Problem details:
Filter the entries, keeping every line with the word "limit".

*** Task input ***

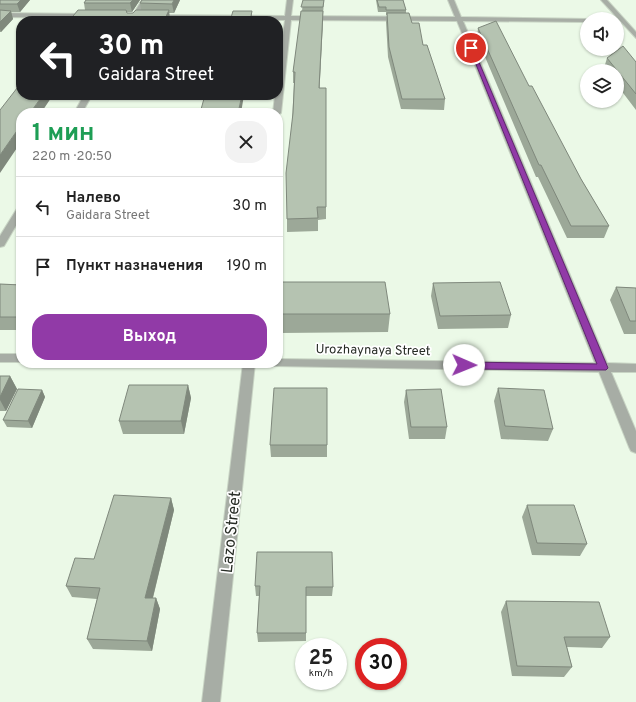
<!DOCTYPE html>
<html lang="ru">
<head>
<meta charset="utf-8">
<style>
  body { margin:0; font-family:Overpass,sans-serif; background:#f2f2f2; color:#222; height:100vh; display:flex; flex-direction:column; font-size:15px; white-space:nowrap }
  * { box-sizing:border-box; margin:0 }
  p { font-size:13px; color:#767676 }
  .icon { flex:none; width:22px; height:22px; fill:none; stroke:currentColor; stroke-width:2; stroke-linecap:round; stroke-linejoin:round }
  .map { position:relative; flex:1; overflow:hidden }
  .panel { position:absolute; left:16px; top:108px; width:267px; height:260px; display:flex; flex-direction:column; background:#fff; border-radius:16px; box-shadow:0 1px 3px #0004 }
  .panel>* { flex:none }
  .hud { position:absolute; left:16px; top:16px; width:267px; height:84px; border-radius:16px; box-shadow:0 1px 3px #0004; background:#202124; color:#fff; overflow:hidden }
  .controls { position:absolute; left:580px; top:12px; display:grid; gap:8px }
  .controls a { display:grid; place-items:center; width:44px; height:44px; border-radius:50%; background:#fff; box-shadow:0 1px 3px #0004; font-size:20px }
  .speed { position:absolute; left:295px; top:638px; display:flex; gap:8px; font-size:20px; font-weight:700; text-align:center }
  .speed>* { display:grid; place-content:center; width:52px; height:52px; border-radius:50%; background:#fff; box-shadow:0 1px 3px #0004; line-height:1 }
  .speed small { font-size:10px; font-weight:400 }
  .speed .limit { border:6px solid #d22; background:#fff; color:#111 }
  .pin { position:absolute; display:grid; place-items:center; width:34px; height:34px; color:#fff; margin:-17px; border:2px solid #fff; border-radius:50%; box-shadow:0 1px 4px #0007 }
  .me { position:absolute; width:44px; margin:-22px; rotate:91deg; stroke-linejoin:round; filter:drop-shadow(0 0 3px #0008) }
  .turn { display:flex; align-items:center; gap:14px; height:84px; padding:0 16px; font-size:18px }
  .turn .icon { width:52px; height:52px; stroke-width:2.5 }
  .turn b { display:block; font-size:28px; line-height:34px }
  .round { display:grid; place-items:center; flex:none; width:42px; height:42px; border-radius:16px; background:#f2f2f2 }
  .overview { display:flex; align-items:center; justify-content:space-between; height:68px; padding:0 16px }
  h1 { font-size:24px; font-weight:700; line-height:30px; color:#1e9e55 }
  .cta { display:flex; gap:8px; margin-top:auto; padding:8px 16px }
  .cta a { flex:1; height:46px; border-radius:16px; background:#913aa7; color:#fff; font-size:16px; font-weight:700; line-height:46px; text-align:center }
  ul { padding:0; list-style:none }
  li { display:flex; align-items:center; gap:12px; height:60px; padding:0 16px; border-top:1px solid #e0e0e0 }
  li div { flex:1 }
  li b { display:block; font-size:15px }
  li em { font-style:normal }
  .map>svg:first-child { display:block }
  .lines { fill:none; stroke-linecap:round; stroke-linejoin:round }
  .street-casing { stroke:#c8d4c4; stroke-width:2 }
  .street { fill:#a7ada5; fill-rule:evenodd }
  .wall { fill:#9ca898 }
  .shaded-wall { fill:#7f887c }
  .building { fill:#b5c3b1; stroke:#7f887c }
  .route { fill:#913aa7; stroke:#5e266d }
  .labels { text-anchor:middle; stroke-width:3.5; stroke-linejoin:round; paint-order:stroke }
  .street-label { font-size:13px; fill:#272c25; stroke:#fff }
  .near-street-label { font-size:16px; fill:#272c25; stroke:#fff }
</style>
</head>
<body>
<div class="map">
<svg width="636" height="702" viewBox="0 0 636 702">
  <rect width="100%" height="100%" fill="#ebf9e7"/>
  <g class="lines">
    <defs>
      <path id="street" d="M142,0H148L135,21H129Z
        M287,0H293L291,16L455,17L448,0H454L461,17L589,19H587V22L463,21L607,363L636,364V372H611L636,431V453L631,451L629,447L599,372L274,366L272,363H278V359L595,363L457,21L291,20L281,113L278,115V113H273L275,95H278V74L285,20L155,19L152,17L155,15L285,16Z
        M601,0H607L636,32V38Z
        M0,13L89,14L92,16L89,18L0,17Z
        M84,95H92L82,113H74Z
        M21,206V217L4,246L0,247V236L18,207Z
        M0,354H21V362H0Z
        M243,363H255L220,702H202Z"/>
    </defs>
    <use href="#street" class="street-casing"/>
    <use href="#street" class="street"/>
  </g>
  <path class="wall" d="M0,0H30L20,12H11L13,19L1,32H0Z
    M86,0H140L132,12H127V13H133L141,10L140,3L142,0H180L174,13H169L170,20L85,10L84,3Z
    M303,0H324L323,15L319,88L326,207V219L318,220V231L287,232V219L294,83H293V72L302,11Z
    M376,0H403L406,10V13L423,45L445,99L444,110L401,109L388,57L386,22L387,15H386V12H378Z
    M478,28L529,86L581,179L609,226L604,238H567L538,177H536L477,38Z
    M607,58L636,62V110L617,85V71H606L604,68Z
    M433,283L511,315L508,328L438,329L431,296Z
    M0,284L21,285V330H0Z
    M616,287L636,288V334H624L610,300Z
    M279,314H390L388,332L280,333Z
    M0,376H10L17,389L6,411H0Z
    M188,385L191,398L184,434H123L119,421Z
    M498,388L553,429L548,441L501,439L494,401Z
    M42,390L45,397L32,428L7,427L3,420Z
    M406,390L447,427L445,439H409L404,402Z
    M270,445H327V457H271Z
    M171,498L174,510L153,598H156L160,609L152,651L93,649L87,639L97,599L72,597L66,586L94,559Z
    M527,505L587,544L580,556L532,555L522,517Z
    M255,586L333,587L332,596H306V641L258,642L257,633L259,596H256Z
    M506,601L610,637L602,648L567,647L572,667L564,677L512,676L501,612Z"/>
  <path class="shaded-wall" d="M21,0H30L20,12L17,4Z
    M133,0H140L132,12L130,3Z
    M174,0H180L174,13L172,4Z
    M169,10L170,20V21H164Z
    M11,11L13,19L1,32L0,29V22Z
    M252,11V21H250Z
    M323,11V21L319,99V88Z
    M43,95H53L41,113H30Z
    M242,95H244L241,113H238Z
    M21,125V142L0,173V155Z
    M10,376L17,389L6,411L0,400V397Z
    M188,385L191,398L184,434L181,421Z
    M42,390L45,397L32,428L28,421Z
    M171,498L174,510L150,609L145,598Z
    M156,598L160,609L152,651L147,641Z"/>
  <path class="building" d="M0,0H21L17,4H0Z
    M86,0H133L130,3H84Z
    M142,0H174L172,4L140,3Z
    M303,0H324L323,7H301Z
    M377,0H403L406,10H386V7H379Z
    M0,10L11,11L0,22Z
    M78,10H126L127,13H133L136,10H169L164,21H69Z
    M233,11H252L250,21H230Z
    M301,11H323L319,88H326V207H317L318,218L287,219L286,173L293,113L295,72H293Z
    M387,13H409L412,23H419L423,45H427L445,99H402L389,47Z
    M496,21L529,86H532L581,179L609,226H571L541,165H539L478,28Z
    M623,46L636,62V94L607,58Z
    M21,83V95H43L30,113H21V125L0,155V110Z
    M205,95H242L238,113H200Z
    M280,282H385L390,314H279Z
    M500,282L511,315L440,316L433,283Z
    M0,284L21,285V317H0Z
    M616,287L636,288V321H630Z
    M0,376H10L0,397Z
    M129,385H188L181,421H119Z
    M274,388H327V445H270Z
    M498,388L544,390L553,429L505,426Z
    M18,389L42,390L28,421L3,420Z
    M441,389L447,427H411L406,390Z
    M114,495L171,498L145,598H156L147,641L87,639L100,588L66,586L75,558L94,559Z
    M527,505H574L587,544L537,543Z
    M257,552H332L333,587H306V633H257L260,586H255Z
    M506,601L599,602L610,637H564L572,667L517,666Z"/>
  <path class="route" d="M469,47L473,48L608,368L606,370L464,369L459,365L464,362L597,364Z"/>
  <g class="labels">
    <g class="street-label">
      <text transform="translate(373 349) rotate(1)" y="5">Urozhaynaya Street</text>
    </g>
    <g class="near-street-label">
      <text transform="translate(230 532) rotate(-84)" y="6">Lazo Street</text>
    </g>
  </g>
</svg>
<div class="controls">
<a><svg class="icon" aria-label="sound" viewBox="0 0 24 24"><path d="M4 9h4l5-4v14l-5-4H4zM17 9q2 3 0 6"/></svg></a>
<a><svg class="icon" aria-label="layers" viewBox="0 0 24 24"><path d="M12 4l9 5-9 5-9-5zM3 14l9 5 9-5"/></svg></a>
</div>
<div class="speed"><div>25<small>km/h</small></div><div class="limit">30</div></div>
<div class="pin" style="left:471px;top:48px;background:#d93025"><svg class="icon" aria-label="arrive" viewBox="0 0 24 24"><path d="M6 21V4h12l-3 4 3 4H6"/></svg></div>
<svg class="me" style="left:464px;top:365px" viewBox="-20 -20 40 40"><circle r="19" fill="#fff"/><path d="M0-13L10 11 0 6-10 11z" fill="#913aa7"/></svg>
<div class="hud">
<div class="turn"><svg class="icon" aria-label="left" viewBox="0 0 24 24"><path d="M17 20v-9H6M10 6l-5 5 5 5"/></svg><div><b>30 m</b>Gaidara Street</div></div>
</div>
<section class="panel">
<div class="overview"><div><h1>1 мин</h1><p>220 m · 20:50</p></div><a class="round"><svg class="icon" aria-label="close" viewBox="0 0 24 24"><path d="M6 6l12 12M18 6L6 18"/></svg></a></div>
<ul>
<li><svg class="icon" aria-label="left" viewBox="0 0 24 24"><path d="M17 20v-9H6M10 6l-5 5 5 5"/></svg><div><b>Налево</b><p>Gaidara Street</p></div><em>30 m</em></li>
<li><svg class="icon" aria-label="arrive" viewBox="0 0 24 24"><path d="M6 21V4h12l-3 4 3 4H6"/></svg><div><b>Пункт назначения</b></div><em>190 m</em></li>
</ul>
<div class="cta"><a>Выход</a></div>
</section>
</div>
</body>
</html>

*** End of Task input ***

Response area:
  .speed .limit { border:6px solid #d22; background:#fff; color:#111 }
<div class="speed"><div>25<small>km/h</small></div><div class="limit">30</div></div>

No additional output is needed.